This procedure does not adequately protect a person's Eighth Amendment right not to be executed while insane. The fact that we are considering a federal constitutionally protected right (rather than a state created right which may be afforded some due process protections5 ) requires more process than the Florida procedure gives. Because of the qualitative difference of the death penalty, the Supreme Court has articulated a procedural component to the Eighth Amendment. In this vein, the Court has been chiefly concerned "with the procedure by which the state imposes the death sentence...." California v. Ramos, 463 U.S. 992, 103 S. Ct. 3446, 3451, 77 L. Ed. 2d 1171 (1983). The qualitative difference of the death penalty requires a "corresponding difference in the need for reliability in the determination that death is the appropriate punishment in a specific case." Woodson v. North Carolina, 428 U.S. 280, 305, 96 S. Ct. 2978, 2991, 49 L. Ed. 2d 944 (1976). Just last term, the Court stated, "We reaffirm our commitment to the demands of reliability in decisions involving death ..." Spaziano v. Florida, --- U.S. ----, ----, 104 S. Ct. 3154, 3160, 82 L. Ed. 2d 340, 349 (1984). Florida's procedures do not comport with the procedural component of the Eighth Amendment's demands for reliability.

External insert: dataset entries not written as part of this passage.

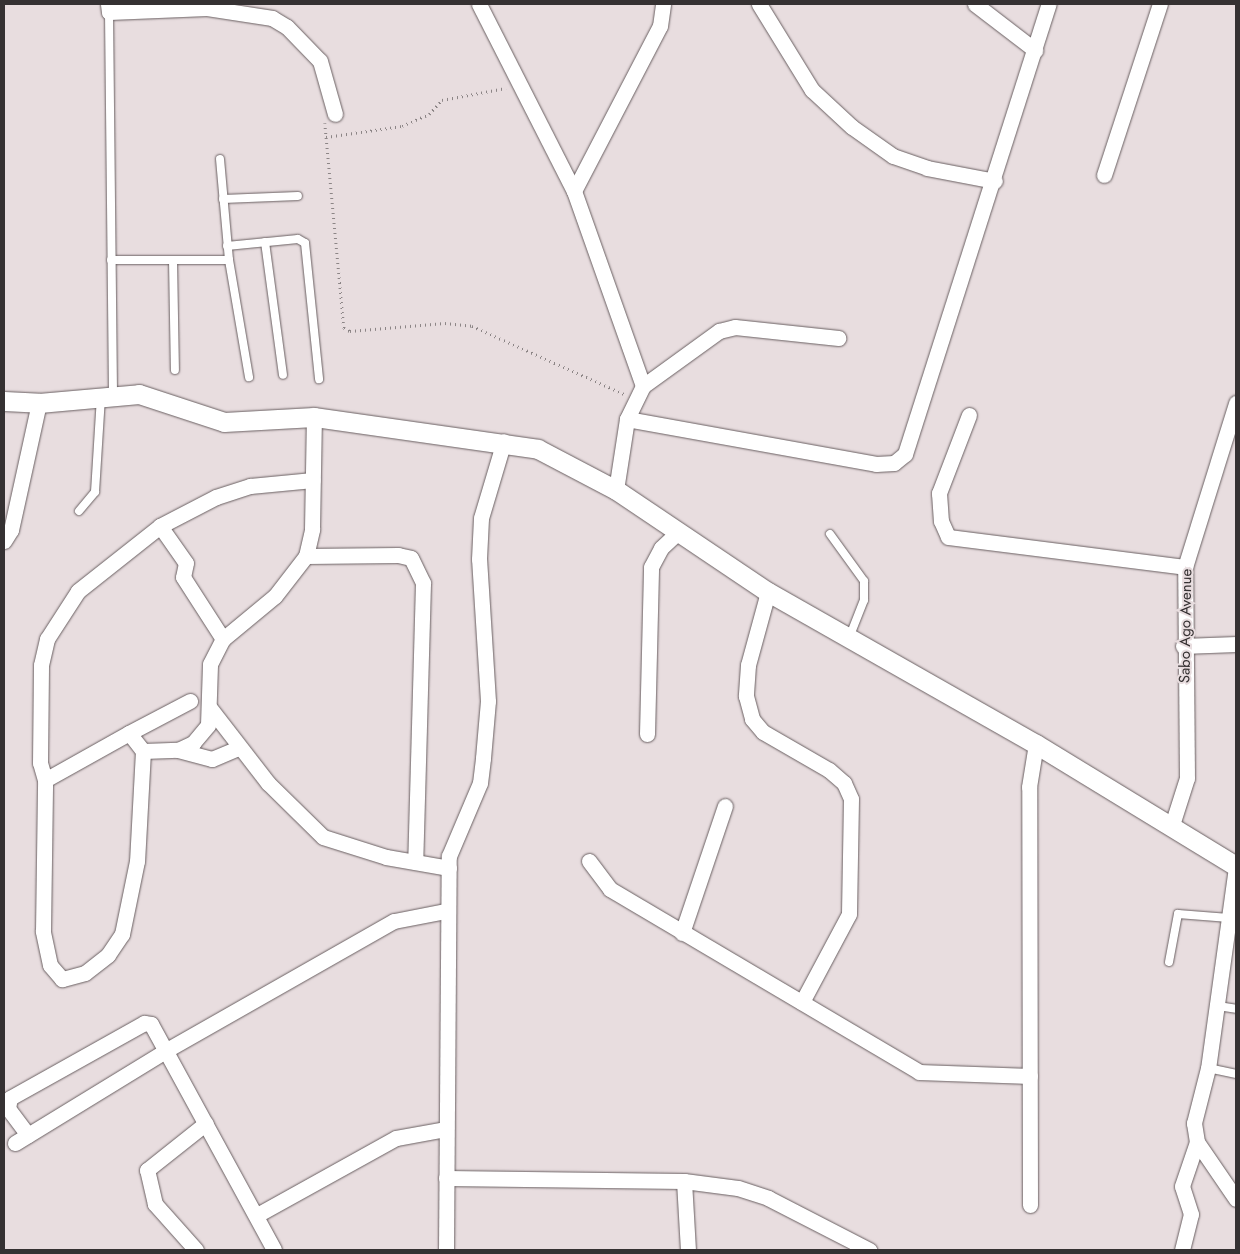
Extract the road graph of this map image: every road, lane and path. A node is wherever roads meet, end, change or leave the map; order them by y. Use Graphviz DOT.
graph roads {
  1 [pos="479,4"];
  2 [pos="663,4"];
  3 [pos="758,4"];
  4 [pos="976,4"];
  5 [pos="1049,4"];
  6 [pos="1160,4"];
  7 [pos="207,6"];
  8 [pos="109,8"];
  9 [pos="1035,50"];
  10 [pos="520,85"];
  11 [pos="330,117"];
  12 [pos="326,138"];
  13 [pos="220,159"];
  14 [pos="1104,175"];
  15 [pos="995,181"];
  16 [pos="574,191"];
  17 [pos="298,196"];
  18 [pos="223,199"];
  19 [pos="264,242"];
  20 [pos="227,246"];
  21 [pos="111,260"];
  22 [pos="173,260"];
  23 [pos="229,260"];
  24 [pos="838,338"];
  25 [pos="175,370"];
  26 [pos="283,375"];
  27 [pos="249,377"];
  28 [pos="319,379"];
  29 [pos="638,392"];
  30 [pos="107,394"];
  31 [pos="4,401"];
  32 [pos="1236,403"];
  33 [pos="39,404"];
  34 [pos="969,415"];
  35 [pos="314,417"];
  36 [pos="627,418"];
  37 [pos="504,441"];
  38 [pos="313,480"];
  39 [pos="616,490"];
  40 [pos="79,511"];
  41 [pos="160,526"];
  42 [pos="678,532"];
  43 [pos="830,534"];
  44 [pos="4,541"];
  45 [pos="306,556"];
  46 [pos="1185,567"];
  47 [pos="768,592"];
  48 [pos="849,638"];
  49 [pos="223,639"];
  50 [pos="1236,644"];
  51 [pos="1183,646"];
  52 [pos="190,701"];
  53 [pos="210,708"];
  54 [pos="129,733"];
  55 [pos="648,734"];
  56 [pos="1036,744"];
  57 [pos="238,748"];
  58 [pos="178,750"];
  59 [pos="143,751"];
  60 [pos="45,780"];
  61 [pos="725,806"];
  62 [pos="1172,825"];
  63 [pos="589,861"];
  64 [pos="416,862"];
  65 [pos="1236,866"];
  66 [pos="449,868"];
  67 [pos="446,911"];
  68 [pos="1229,918"];
  69 [pos="682,933"];
  70 [pos="1170,962"];
  71 [pos="802,1002"];
  72 [pos="1218,1006"];
  73 [pos="1236,1008"];
  74 [pos="165,1051"];
  75 [pos="1208,1068"];
  76 [pos="1236,1074"];
  77 [pos="1030,1076"];
  78 [pos="206,1122"];
  79 [pos="446,1129"];
  80 [pos="1197,1142"];
  81 [pos="446,1178"];
  82 [pos="684,1181"];
  83 [pos="1236,1199"];
  84 [pos="1030,1205"];
  85 [pos="257,1216"];
  86 [pos="196,1250"];
  87 [pos="274,1250"];
  88 [pos="446,1250"];
  89 [pos="688,1250"];
  90 [pos="869,1250"];
  91 [pos="1182,1250"];
  1 -- 10 [label="street"];
  2 -- 16 [label="street"];
  3 -- 15 [label="street"];
  4 -- 9 [label="street"];
  5 -- 9 [label="street"];
  6 -- 14 [label="street"];
  7 -- 8 [label="street"];
  7 -- 11 [label="street"];
  8 -- 21 [label="lane"];
  9 -- 15 [label="street"];
  10 -- 12 [label="path"];
  10 -- 16 [label="street"];
  11 -- 12 [label="path"];
  12 -- 29 [label="path"];
  13 -- 18 [label="lane"];
  15 -- 36 [label="street"];
  16 -- 29 [label="street"];
  17 -- 18 [label="lane"];
  18 -- 20 [label="lane"];
  19 -- 20 [label="lane"];
  19 -- 26 [label="lane"];
  19 -- 28 [label="lane"];
  20 -- 23 [label="lane"];
  21 -- 22 [label="lane"];
  21 -- 30 [label="lane"];
  22 -- 23 [label="lane"];
  22 -- 25 [label="lane"];
  23 -- 27 [label="lane"];
  24 -- 29 [label="street"];
  29 -- 36 [label="street"];
  30 -- 33 [label="street"];
  30 -- 35 [label="street"];
  30 -- 40 [label="lane"];
  31 -- 33 [label="street"];
  32 -- 46 [label="street, Sabo Ago Avenue"];
  33 -- 44 [label="street"];
  34 -- 46 [label="street"];
  35 -- 37 [label="street"];
  35 -- 38 [label="street"];
  36 -- 39 [label="street"];
  37 -- 39 [label="street"];
  37 -- 66 [label="street"];
  38 -- 41 [label="street"];
  38 -- 45 [label="street"];
  39 -- 42 [label="street"];
  41 -- 49 [label="street"];
  41 -- 60 [label="street"];
  42 -- 47 [label="street"];
  42 -- 55 [label="street"];
  43 -- 48 [label="lane"];
  45 -- 49 [label="street"];
  45 -- 64 [label="street"];
  46 -- 51 [label="street, Sabo Ago Avenue"];
  47 -- 48 [label="street"];
  47 -- 71 [label="street"];
  48 -- 56 [label="street"];
  49 -- 53 [label="street"];
  50 -- 51 [label="street"];
  51 -- 62 [label="street, Sabo Ago Avenue"];
  52 -- 54 [label="street"];
  53 -- 57 [label="street"];
  53 -- 58 [label="street"];
  54 -- 59 [label="street"];
  54 -- 60 [label="street"];
  56 -- 62 [label="street"];
  56 -- 77 [label="street"];
  57 -- 58 [label="street"];
  57 -- 64 [label="street"];
  58 -- 59 [label="street"];
  59 -- 60 [label="street"];
  61 -- 69 [label="street"];
  62 -- 65 [label="street"];
  63 -- 69 [label="street"];
  64 -- 66 [label="street"];
  65 -- 68 [label="street"];
  66 -- 67 [label="street"];
  67 -- 74 [label="street"];
  67 -- 79 [label="street"];
  68 -- 70 [label="lane"];
  68 -- 72 [label="street"];
  69 -- 71 [label="street"];
  71 -- 77 [label="street"];
  72 -- 73 [label="lane"];
  72 -- 75 [label="street"];
  74 -- 74 [label="street"];
  74 -- 78 [label="street"];
  75 -- 76 [label="lane"];
  75 -- 80 [label="street"];
  77 -- 84 [label="street"];
  78 -- 85 [label="street"];
  78 -- 86 [label="street"];
  79 -- 81 [label="street"];
  79 -- 85 [label="street"];
  80 -- 83 [label="street"];
  80 -- 91 [label="street"];
  81 -- 82 [label="street"];
  81 -- 88 [label="street"];
  82 -- 89 [label="street"];
  82 -- 90 [label="street"];
  85 -- 87 [label="street"];
}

Admittedly, we are not reviewing here the question of whether death is the appropriate punishment for Mr. Ford and the procedures used to make that decision. Nevertheless, the procedure used to determine whether the death penalty is a permissible punishment for him at this time is being reviewed. The reliability required for capital decisions is still relevant and adequate procedures to determine his present death eligibility are still required. We have not held in any case that a substantive constitutional right is adequately protected by an administrative ex parte hearing conducted by the executive branch of state government. It is the role of the courts, both state and federal, as the expositors of the dimensions of constitutional rights to make this decision. Marbury v. Madison, 5 U.S. (1 Cranch) 137, 2 L. Ed. 60 (1803).
A judicial hearing is required in order to provide the "adversarial debate our system recognizes as essential for the truth seeking function." Gardner v. Florida, 430 U.S. 349, 359, 97 S. Ct. 1197, 1205, 51 L. Ed. 2d 393 (1977). It is a fundamental tenet of our judicial system and, therefore, our system for protecting constitutional rights, that there is "no better instrument ... for arriving at truth." Joint Anti-Fascist Refugee Commission v. McGrath, 341 U.S. 123, 171, 71 S. Ct. 624, 648, 95 L. Ed. 817 (1951) (Frankfurter, J., concurring). Adversary hearings serve as an institutional check on arbitrary and impermissible action and no other procedure effectively fosters the same belief that one has been dealt with fairly even if there remains a disagreement with the result. Gray Panthers v. Schweiker, 652 F.2d 146, 162 (D.C. Cir. 1980). The Florida procedure is totally lacking in due process protection. There is no room for advocacy,6 no written findings, and no judicial review. The executive branch of state government which prosecuted the defendant makes an unreviewable decision as to whether he receives the protection of his constitutional right not to be executed if insane. Therefore, there are no protections against erroneous or arbitrary decisions as to the person's competency.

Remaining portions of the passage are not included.